■ What to produce: Exclude images, then output the remaining data verbatim.

■ Collection entries:

'''

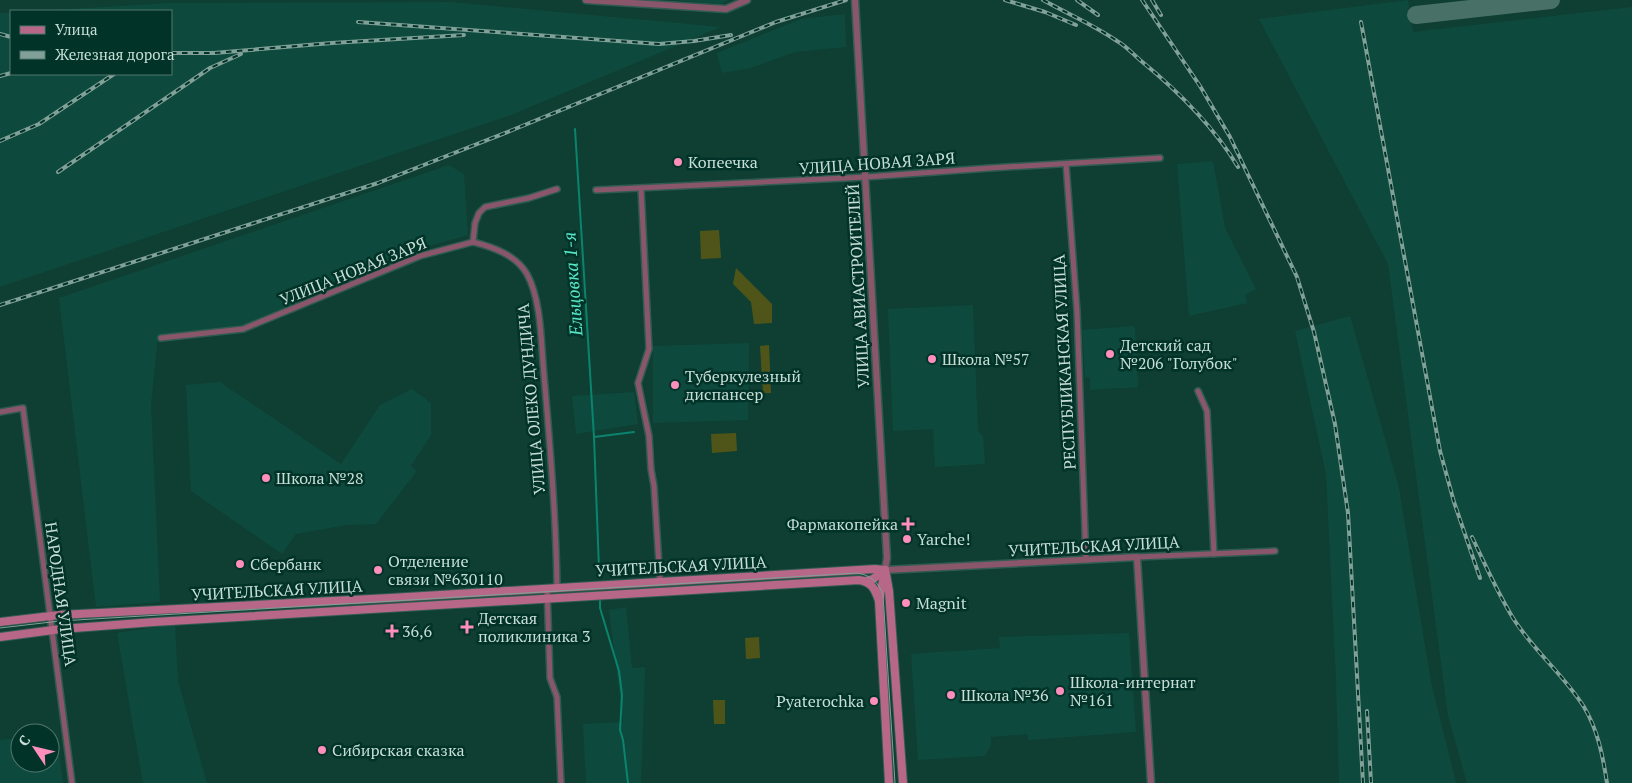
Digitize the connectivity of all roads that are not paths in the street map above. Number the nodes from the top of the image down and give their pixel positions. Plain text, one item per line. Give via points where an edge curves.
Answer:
1 (586, 0) edge
2 (747, 0) edge
3 (856, 0) edge
4 (1160, 158) dead end
5 (1066, 164) junction
6 (866, 177) junction
7 (557, 188) dead end
8 (641, 188) junction
9 (596, 190) dead end
10 (473, 242) junction
11 (162, 338) dead end
12 (1198, 391) dead end
13 (0, 412) edge
14 (1275, 551) dead end
15 (1214, 554) junction
16 (1137, 557) junction
17 (1086, 560) junction
18 (885, 570) junction
19 (660, 581) junction
20 (866, 581) junction
21 (557, 587) junction
22 (548, 588) junction
23 (548, 598) junction
24 (879, 601) junction
25 (51, 616) junction
26 (0, 622) edge
27 (53, 630) junction
28 (0, 637) edge
29 (72, 783) edge
30 (561, 783) edge
31 (889, 783) edge
32 (903, 783) edge
33 (1151, 783) edge

1 - 2 street via 726,9
3 - 6 street, УЛИЦА АВИАСТРОИТЕЛЕЙ
4 - 5 street, УЛИЦА НОВАЯ ЗАРЯ
5 - 6 street, УЛИЦА НОВАЯ ЗАРЯ
5 - 17 street, РЕСПУБЛИКАНСКАЯ УЛИЦА via 1076,311
6 - 8 street, УЛИЦА НОВАЯ ЗАРЯ
6 - 18 street, УЛИЦА АВИАСТРОИТЕЛЕЙ via 887,558
7 - 10 street via 530,198 485,207 475,223
8 - 9 street, УЛИЦА НОВАЯ ЗАРЯ
8 - 19 street via 648,349 638,383 649,436
10 - 11 street, УЛИЦА НОВАЯ ЗАРЯ via 420,256 243,328
10 - 21 street, УЛИЦА ОЛЕКО ДУНДИЧА via 513,258 526,274 536,300 555,522
12 - 15 street via 1207,411
13 - 25 street, НАРОДНАЯ УЛИЦА via 23,408
14 - 15 street, УЧИТЕЛЬСКАЯ УЛИЦА
15 - 16 street, УЧИТЕЛЬСКАЯ УЛИЦА
16 - 17 street, УЧИТЕЛЬСКАЯ УЛИЦА
16 - 33 street
17 - 18 street, УЧИТЕЛЬСКАЯ УЛИЦА
18 - 19 main road, УЧИТЕЛЬСКАЯ УЛИЦА
18 - 20 main road, УЧИТЕЛЬСКАЯ УЛИЦА
18 - 24 main road, УЛИЦА АВИАСТРОИТЕЛЕЙ
18 - 32 main road, УЛИЦА АВИАСТРОИТЕЛЕЙ
19 - 21 main road, УЧИТЕЛЬСКАЯ УЛИЦА
20 - 23 main road, УЧИТЕЛЬСКАЯ УЛИЦА
20 - 24 main road via 875,588
21 - 22 main road, УЧИТЕЛЬСКАЯ УЛИЦА
22 - 23 street
22 - 25 main road, УЧИТЕЛЬСКАЯ УЛИЦА
23 - 27 main road, УЧИТЕЛЬСКАЯ УЛИЦА
23 - 30 street via 550,678 557,697
24 - 31 main road, УЛИЦА АВИАСТРОИТЕЛЕЙ
25 - 26 main road, УЧИТЕЛЬСКАЯ УЛИЦА
25 - 27 street, НАРОДНАЯ УЛИЦА
27 - 28 main road, УЧИТЕЛЬСКАЯ УЛИЦА
27 - 29 street, НАРОДНАЯ УЛИЦА

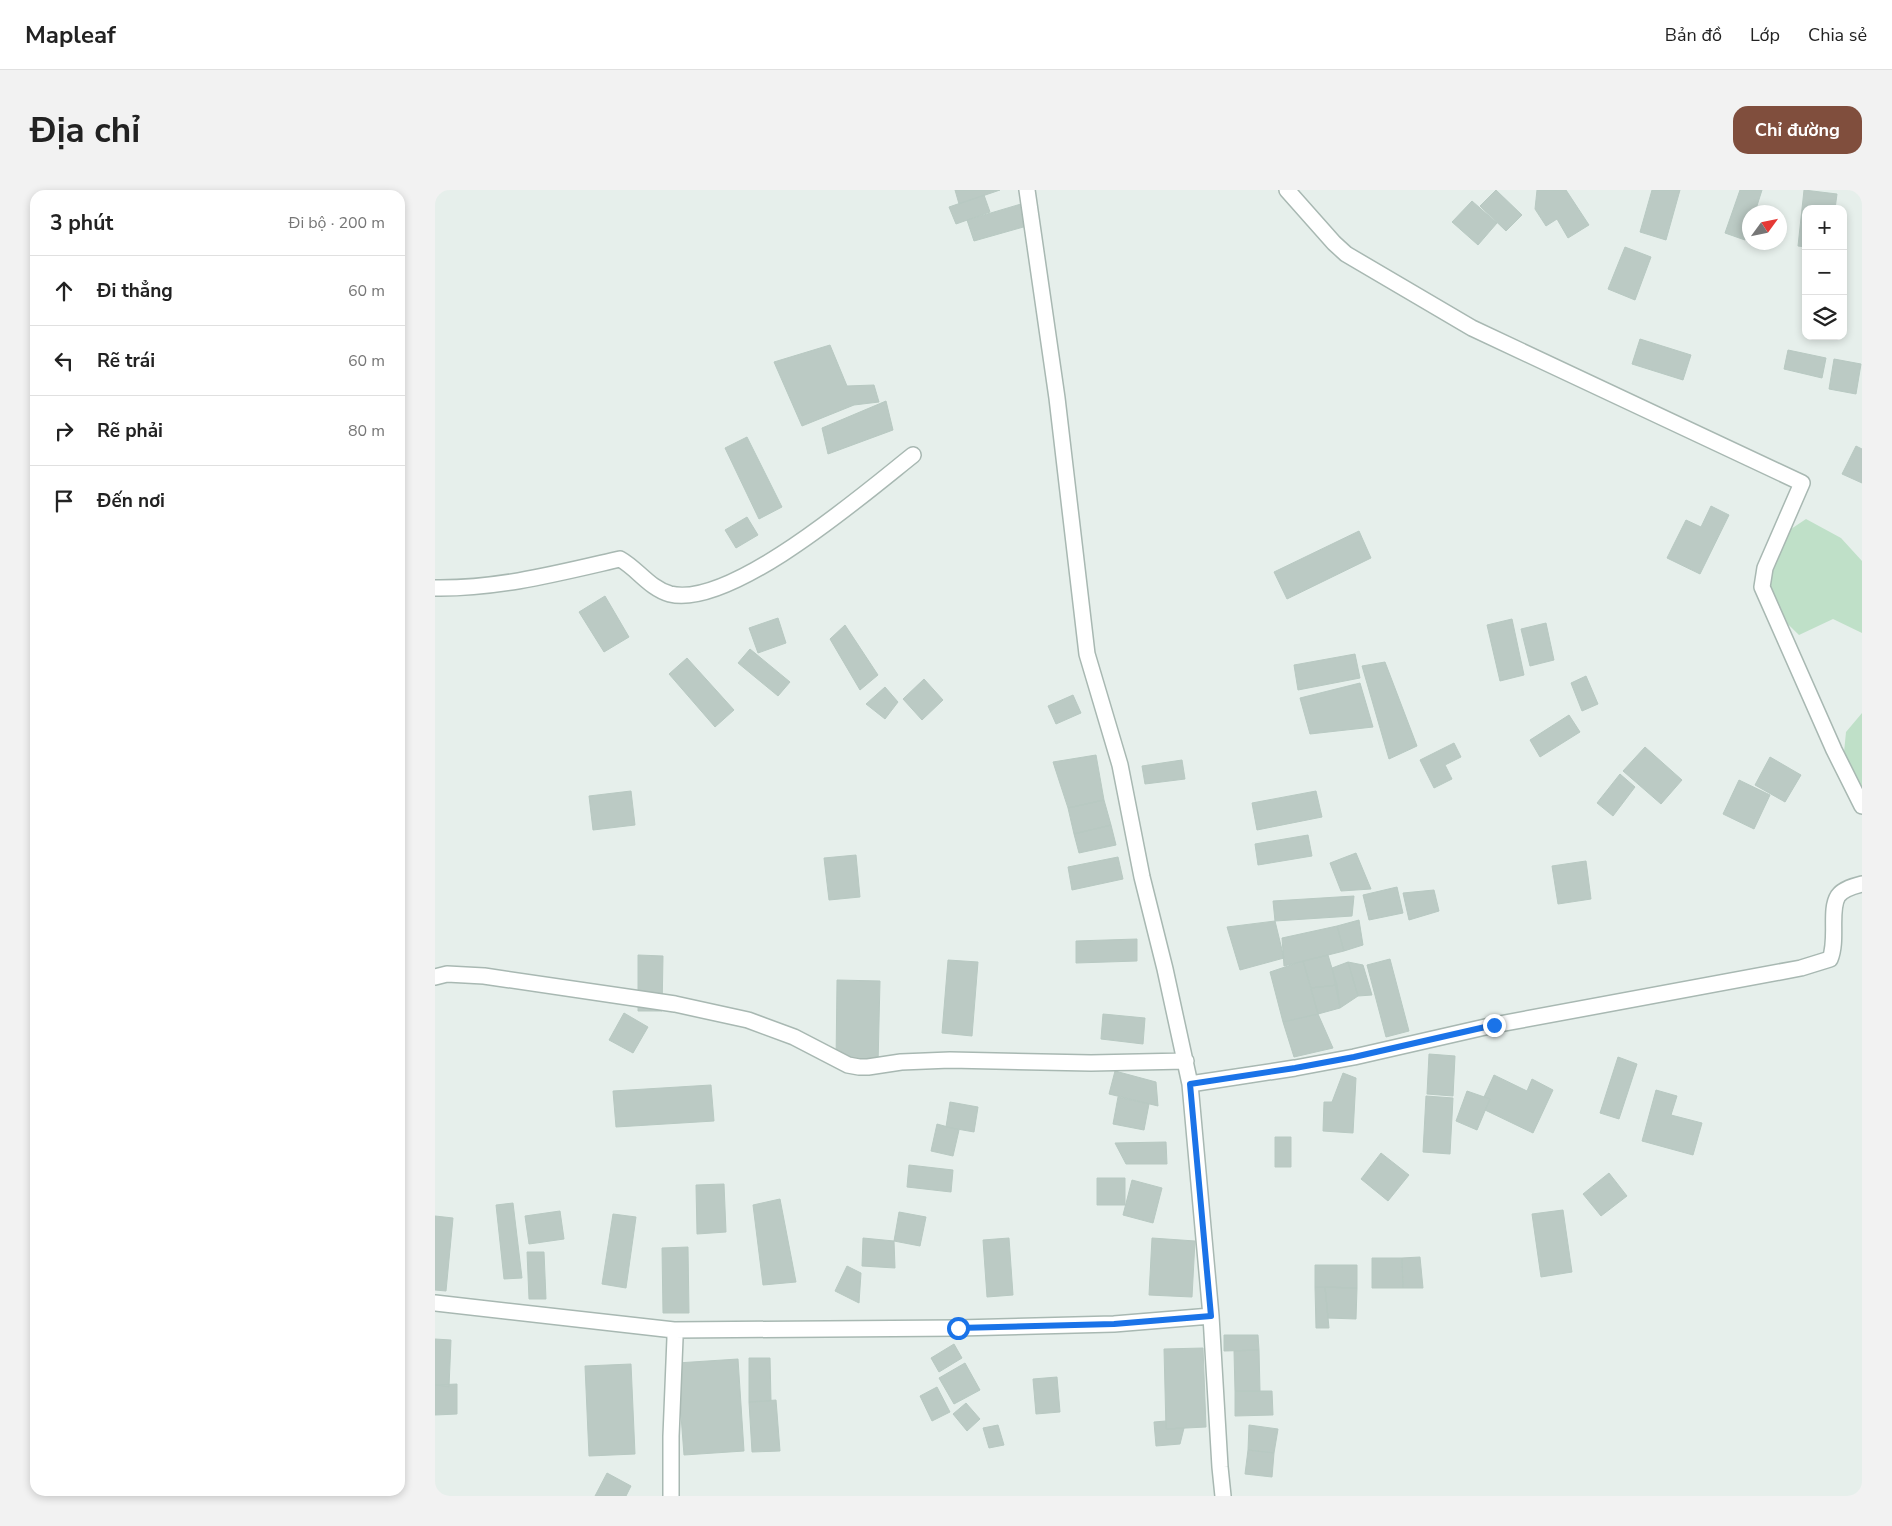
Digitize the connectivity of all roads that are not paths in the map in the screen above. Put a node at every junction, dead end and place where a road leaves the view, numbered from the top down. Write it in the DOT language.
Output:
graph roads {
  1 [pos="1027,190"];
  2 [pos="1287,190"];
  3 [pos="913,455"];
  4 [pos="435,588"];
  5 [pos="1862,806"];
  6 [pos="1862,884"];
  7 [pos="435,977"];
  8 [pos="1185,1061"];
  9 [pos="1190,1084"];
  10 [pos="435,1303"];
  11 [pos="1211,1316"];
  12 [pos="674,1330"];
  13 [pos="671,1496"];
  14 [pos="1223,1496"];
  1 -- 8 [label="street"];
  2 -- 5 [label="street"];
  3 -- 4 [label="street"];
  6 -- 9 [label="street"];
  7 -- 8 [label="street"];
  8 -- 9 [label="street"];
  9 -- 11 [label="street"];
  10 -- 12 [label="street"];
  11 -- 12 [label="street"];
  11 -- 14 [label="street"];
  12 -- 13 [label="street"];
}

'''

■ Exercise solution:
Digitize the connectivity of all roads that are not paths in the street map above. Number the nodes from the top of the image down and give their pixel positions. Plain text, one item per line. Give via points where an edge curves.
Answer:
1 (586, 0) edge
2 (747, 0) edge
3 (856, 0) edge
4 (1160, 158) dead end
5 (1066, 164) junction
6 (866, 177) junction
7 (557, 188) dead end
8 (641, 188) junction
9 (596, 190) dead end
10 (473, 242) junction
11 (162, 338) dead end
12 (1198, 391) dead end
13 (0, 412) edge
14 (1275, 551) dead end
15 (1214, 554) junction
16 (1137, 557) junction
17 (1086, 560) junction
18 (885, 570) junction
19 (660, 581) junction
20 (866, 581) junction
21 (557, 587) junction
22 (548, 588) junction
23 (548, 598) junction
24 (879, 601) junction
25 (51, 616) junction
26 (0, 622) edge
27 (53, 630) junction
28 (0, 637) edge
29 (72, 783) edge
30 (561, 783) edge
31 (889, 783) edge
32 (903, 783) edge
33 (1151, 783) edge

1 - 2 street via 726,9
3 - 6 street, УЛИЦА АВИАСТРОИТЕЛЕЙ
4 - 5 street, УЛИЦА НОВАЯ ЗАРЯ
5 - 6 street, УЛИЦА НОВАЯ ЗАРЯ
5 - 17 street, РЕСПУБЛИКАНСКАЯ УЛИЦА via 1076,311
6 - 8 street, УЛИЦА НОВАЯ ЗАРЯ
6 - 18 street, УЛИЦА АВИАСТРОИТЕЛЕЙ via 887,558
7 - 10 street via 530,198 485,207 475,223
8 - 9 street, УЛИЦА НОВАЯ ЗАРЯ
8 - 19 street via 648,349 638,383 649,436
10 - 11 street, УЛИЦА НОВАЯ ЗАРЯ via 420,256 243,328
10 - 21 street, УЛИЦА ОЛЕКО ДУНДИЧА via 513,258 526,274 536,300 555,522
12 - 15 street via 1207,411
13 - 25 street, НАРОДНАЯ УЛИЦА via 23,408
14 - 15 street, УЧИТЕЛЬСКАЯ УЛИЦА
15 - 16 street, УЧИТЕЛЬСКАЯ УЛИЦА
16 - 17 street, УЧИТЕЛЬСКАЯ УЛИЦА
16 - 33 street
17 - 18 street, УЧИТЕЛЬСКАЯ УЛИЦА
18 - 19 main road, УЧИТЕЛЬСКАЯ УЛИЦА
18 - 20 main road, УЧИТЕЛЬСКАЯ УЛИЦА
18 - 24 main road, УЛИЦА АВИАСТРОИТЕЛЕЙ
18 - 32 main road, УЛИЦА АВИАСТРОИТЕЛЕЙ
19 - 21 main road, УЧИТЕЛЬСКАЯ УЛИЦА
20 - 23 main road, УЧИТЕЛЬСКАЯ УЛИЦА
20 - 24 main road via 875,588
21 - 22 main road, УЧИТЕЛЬСКАЯ УЛИЦА
22 - 23 street
22 - 25 main road, УЧИТЕЛЬСКАЯ УЛИЦА
23 - 27 main road, УЧИТЕЛЬСКАЯ УЛИЦА
23 - 30 street via 550,678 557,697
24 - 31 main road, УЛИЦА АВИАСТРОИТЕЛЕЙ
25 - 26 main road, УЧИТЕЛЬСКАЯ УЛИЦА
25 - 27 street, НАРОДНАЯ УЛИЦА
27 - 28 main road, УЧИТЕЛЬСКАЯ УЛИЦА
27 - 29 street, НАРОДНАЯ УЛИЦА

Digitize the connectivity of all roads that are not paths in the map in the screen above. Put a node at every junction, dead end and place where a road leaves the view, numbered from the top down. Write it in the DOT language.
Output:
graph roads {
  1 [pos="1027,190"];
  2 [pos="1287,190"];
  3 [pos="913,455"];
  4 [pos="435,588"];
  5 [pos="1862,806"];
  6 [pos="1862,884"];
  7 [pos="435,977"];
  8 [pos="1185,1061"];
  9 [pos="1190,1084"];
  10 [pos="435,1303"];
  11 [pos="1211,1316"];
  12 [pos="674,1330"];
  13 [pos="671,1496"];
  14 [pos="1223,1496"];
  1 -- 8 [label="street"];
  2 -- 5 [label="street"];
  3 -- 4 [label="street"];
  6 -- 9 [label="street"];
  7 -- 8 [label="street"];
  8 -- 9 [label="street"];
  9 -- 11 [label="street"];
  10 -- 12 [label="street"];
  11 -- 12 [label="street"];
  11 -- 14 [label="street"];
  12 -- 13 [label="street"];
}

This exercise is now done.